Perth-based Zetta Group has developed what it believes is an Australian first in the disaster recovery space.
Through its Zettagrid business, the group has been offering cloud infrastructure services since 2010.
Its specialist services have attracted support from small and mid-sized IT firms, with about 60 per cent of revenue in the Zettagrid business unit coming from smaller managed services providers.
By offering disaster recovery as a service, paid with a monthly fee, it allows clients to shrink and grow their usage as needed.
Late last year it launched its SecondSite service, which enables clients to replicate their in-house virtual IT environments into Zettagrid’s cloud service.
It has gone a step further this year with launch of its Interzone disaster recovery solution.
This allows clients whose IT environment is already in Zettagrid’s cloud to replicate it into other geographic zones; for example, replicate from Perth to Melbourne, or Sydney to Melbourne.
This is made possible by Zetta’s use of virtual servers inside NEXTDC and Equinex data centres.
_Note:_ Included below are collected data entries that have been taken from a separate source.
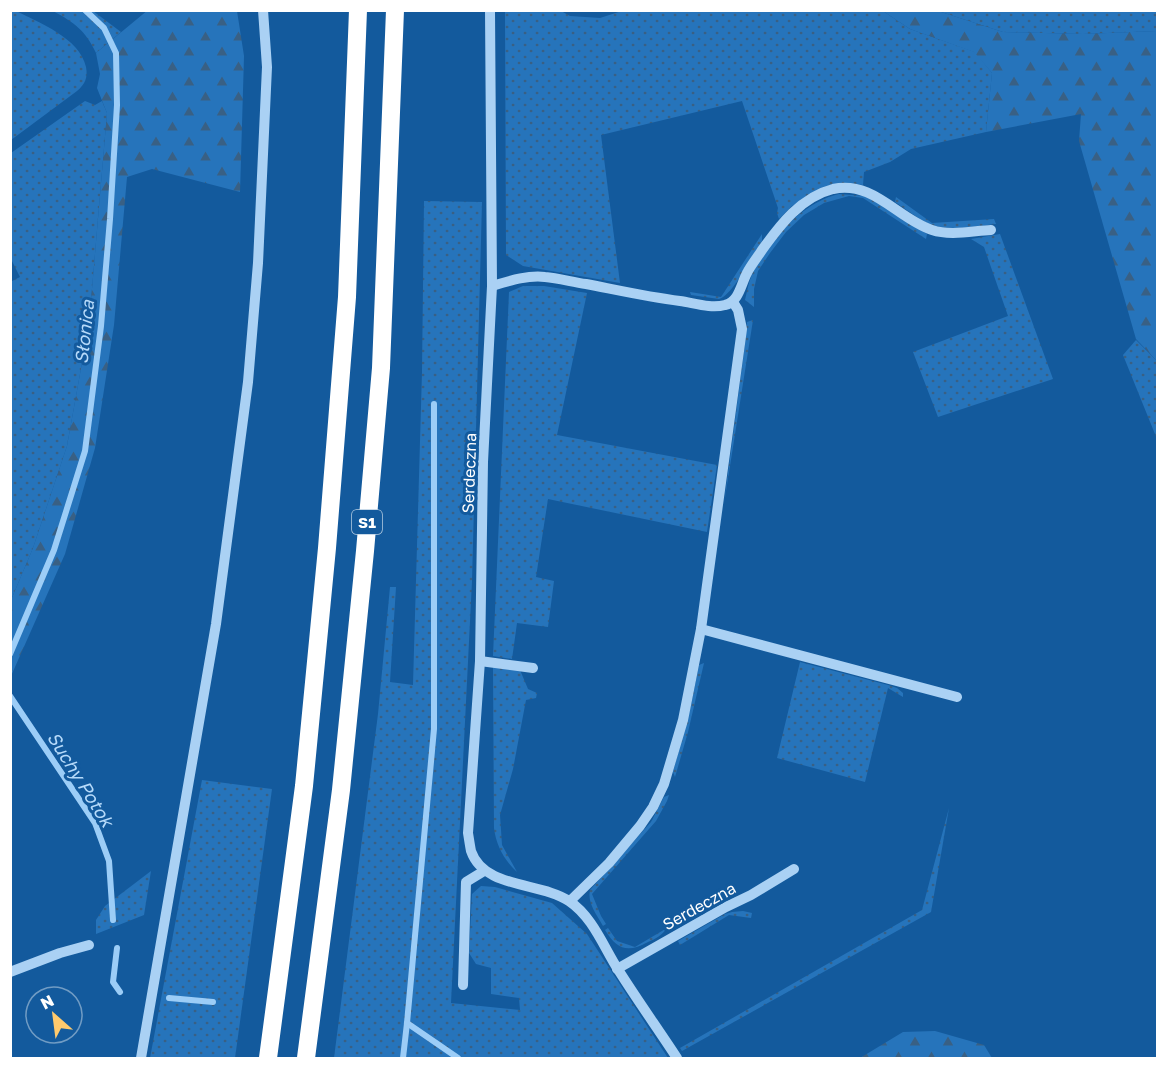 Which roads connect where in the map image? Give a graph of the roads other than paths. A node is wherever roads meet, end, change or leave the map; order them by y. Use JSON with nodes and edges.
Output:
{"nodes":[{"id":1,"x":262,"y":10,"type":"edge"},
{"id":2,"x":358,"y":10,"type":"edge"},
{"id":3,"x":395,"y":10,"type":"edge"},
{"id":4,"x":490,"y":10,"type":"edge"},
{"id":5,"x":991,"y":230,"type":"dead end"},
{"id":6,"x":492,"y":286,"type":"junction"},
{"id":7,"x":733,"y":302,"type":"junction"},
{"id":8,"x":700,"y":629,"type":"junction"},
{"id":9,"x":480,"y":661,"type":"junction"},
{"id":10,"x":533,"y":668,"type":"dead end"},
{"id":11,"x":957,"y":697,"type":"dead end"},
{"id":12,"x":794,"y":868,"type":"dead end"},
{"id":13,"x":484,"y":871,"type":"junction"},
{"id":14,"x":570,"y":901,"type":"junction"},
{"id":15,"x":89,"y":945,"type":"dead end"},
{"id":16,"x":617,"y":969,"type":"junction"},
{"id":17,"x":10,"y":972,"type":"edge"},
{"id":18,"x":463,"y":985,"type":"dead end"},
{"id":19,"x":141,"y":1059,"type":"edge"},
{"id":20,"x":268,"y":1059,"type":"edge"},
{"id":21,"x":306,"y":1059,"type":"edge"},
{"id":22,"x":677,"y":1059,"type":"edge"}],
"edges":[{"from":1,"to":19,"type":"street"},
{"from":2,"to":20,"type":"highway","number":"S1"},
{"from":3,"to":21,"type":"highway","number":"S1"},
{"from":4,"to":6,"type":"street","name":"Serdeczna"},
{"from":5,"to":7,"type":"street"},
{"from":6,"to":7,"type":"street"},
{"from":6,"to":9,"type":"street","name":"Serdeczna"},
{"from":7,"to":8,"type":"street"},
{"from":8,"to":11,"type":"street"},
{"from":8,"to":14,"type":"street"},
{"from":9,"to":10,"type":"street"},
{"from":9,"to":13,"type":"street","name":"Serdeczna"},
{"from":12,"to":16,"type":"street","name":"Serdeczna"},
{"from":13,"to":14,"type":"street"},
{"from":13,"to":18,"type":"street"},
{"from":14,"to":16,"type":"street"},
{"from":15,"to":17,"type":"street"},
{"from":16,"to":22,"type":"street"}]} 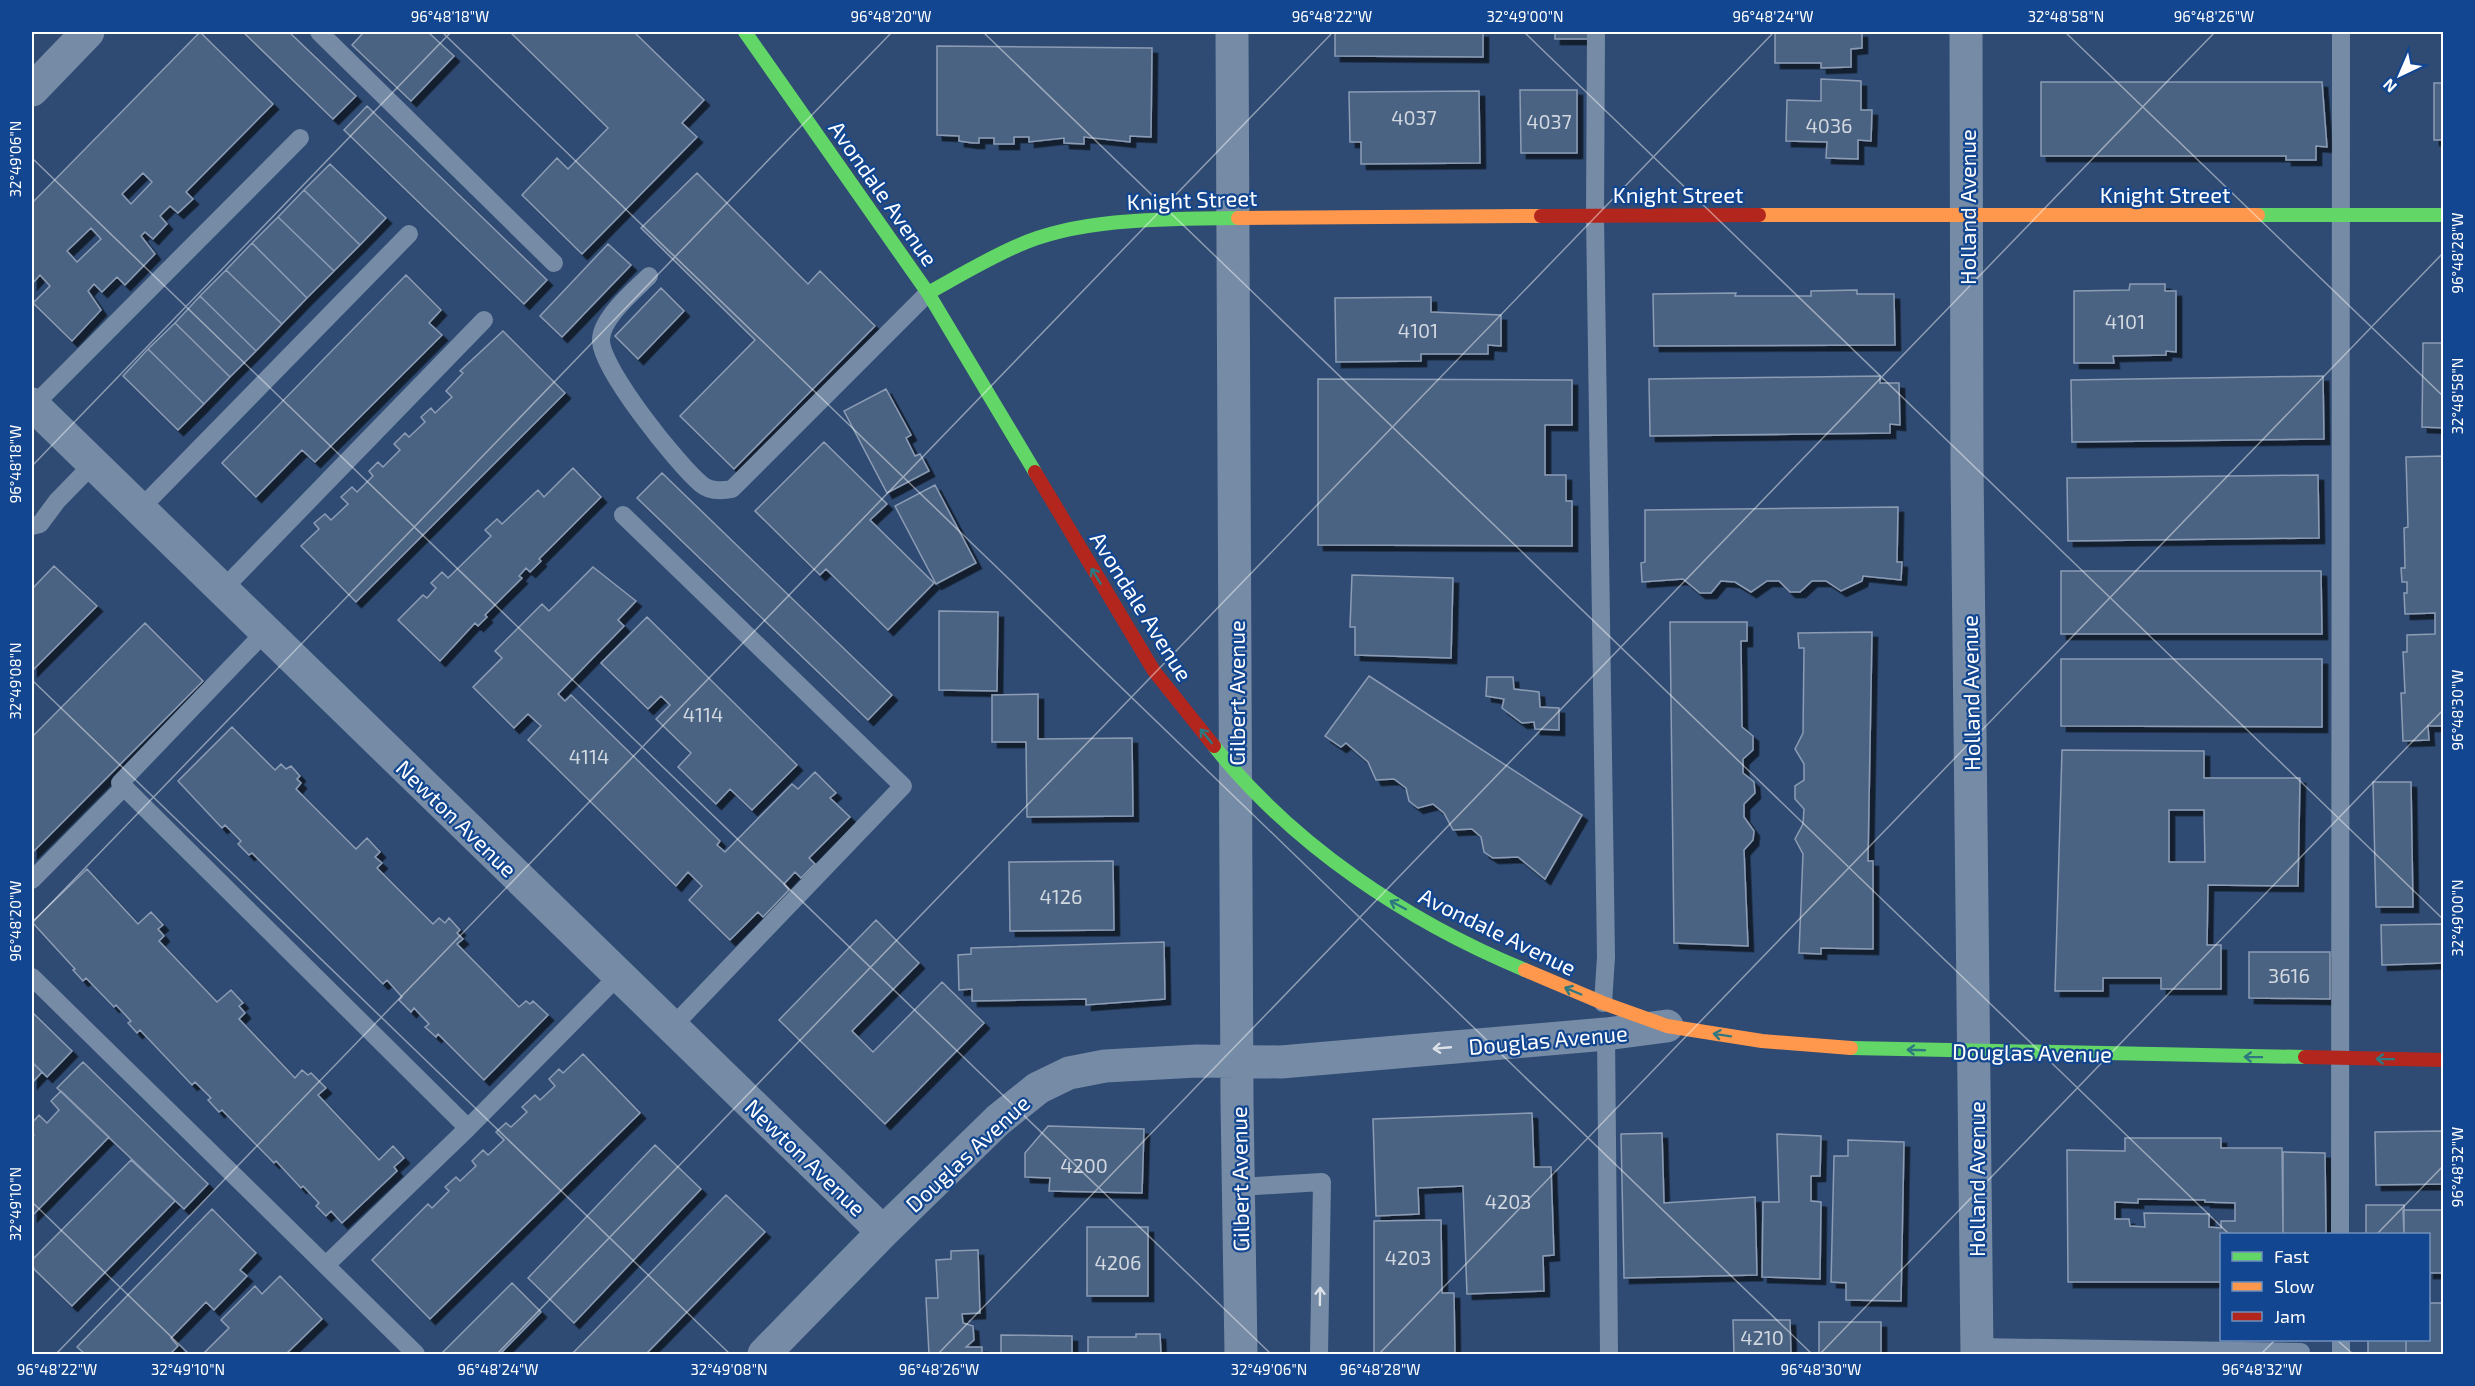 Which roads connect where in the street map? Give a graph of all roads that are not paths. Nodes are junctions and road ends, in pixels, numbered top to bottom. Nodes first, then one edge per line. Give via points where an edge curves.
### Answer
1 (88, 32) edge
2 (319, 32) edge
3 (745, 32) edge
4 (1232, 32) edge
5 (1596, 32) edge
6 (1966, 32) edge
7 (2341, 32) edge
8 (32, 90) edge
9 (300, 138) dead end
10 (1967, 214) junction
11 (1595, 216) junction
12 (2340, 216) junction
13 (2444, 216) edge
14 (1234, 218) junction
15 (409, 234) dead end
16 (554, 263) dead end
17 (649, 276) dead end
18 (928, 293) junction
19 (484, 320) dead end
20 (32, 405) edge
21 (93, 464) junction
22 (139, 510) junction
23 (623, 515) dead end
24 (32, 526) edge
25 (222, 590) junction
26 (266, 632) junction
27 (1237, 775) junction
28 (124, 787) junction
29 (32, 880) edge
30 (619, 975) junction
31 (32, 977) edge
32 (1604, 1019) junction
33 (1667, 1026) joint
34 (672, 1027) junction
35 (1975, 1051) junction
36 (2340, 1058) junction
37 (2444, 1060) edge
38 (1238, 1063) junction
39 (468, 1128) junction
40 (1239, 1187) junction
41 (883, 1232) junction
42 (2340, 1233) edge
43 (326, 1265) junction
44 (1977, 1351) edge
45 (2301, 1352) dead end
46 (416, 1354) edge
47 (764, 1354) edge
48 (1241, 1354) edge
49 (1319, 1354) edge
50 (1609, 1354) edge

1 - 8 street
2 - 16 lane
3 - 18 main road, Avondale Avenue
4 - 14 street, Gilbert Avenue
5 - 11 lane
6 - 10 street, Holland Avenue
7 - 12 lane
9 - 20 lane
10 - 11 main road, Knight Street
10 - 12 main road, Knight Street
10 - 35 street, Holland Avenue
11 - 14 main road, Knight Street
11 - 32 lane
12 - 13 main road, Knight Street
12 - 36 lane
14 - 18 main road, Knight Street via 1106,223 1058,232 1018,245
14 - 27 street, Gilbert Avenue
15 - 22 lane
17 - 18 lane via 605,323 601,342 643,420 702,486 719,491 732,489
27 -> 18 main road, Avondale Avenue via 1154,671
19 - 25 lane
20 - 21 street, Newton Avenue
21 - 22 street, Newton Avenue
21 - 24 lane via 40,524
22 - 25 street, Newton Avenue
23 - 34 lane via 903,786
25 - 26 street, Newton Avenue
26 - 28 lane via 120,783
26 - 30 street, Newton Avenue
32 -> 27 main road, Avondale Avenue via 1385,898 1312,846
27 - 38 street, Gilbert Avenue
28 - 29 lane
28 - 39 lane
30 - 34 street, Newton Avenue
30 - 39 lane
31 - 43 lane
32 - 33 street, Douglas Avenue
32 -> 38 street, Douglas Avenue via 1281,1062
32 - 50 lane
35 -> 33 main road, Douglas Avenue via 1762,1041
34 - 41 street, Newton Avenue
36 -> 35 main road, Douglas Avenue
35 - 44 street, Holland Avenue
37 -> 36 main road, Douglas Avenue
36 - 42 lane
38 - 40 street, Gilbert Avenue
38 - 41 street, Douglas Avenue via 1105,1066 1069,1073 1038,1088 998,1120
39 - 43 lane
40 - 48 street, Gilbert Avenue
49 -> 40 lane via 1322,1182
41 - 47 street, Douglas Avenue
43 - 46 lane
44 - 45 lane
If business operations are affected by ransomware, an administrative error or an environmental disaster, IT services can be up and running within minutes in a different geographic location until the primary site is recovered.
“The spectrum is so big, as a service provider you can’t possibly hope to cover it end to end,” he said.
“We’ve chosen to pick some slices and be good at those, and stay interested in the other parts but not kid ourselves that we will be able to do that as well.”
For instance, Zetta does not claim to have expertise in the field of big data.
The privately owned business has grown to have 142 staff in Perth, with 15 positions to be filled, and Mr Harman said that scale gave the firm a good perspective.
“The bigger you get, and the more you delve into each service area, the more you realise you don’t have the capacity to do everything end to end,” he said.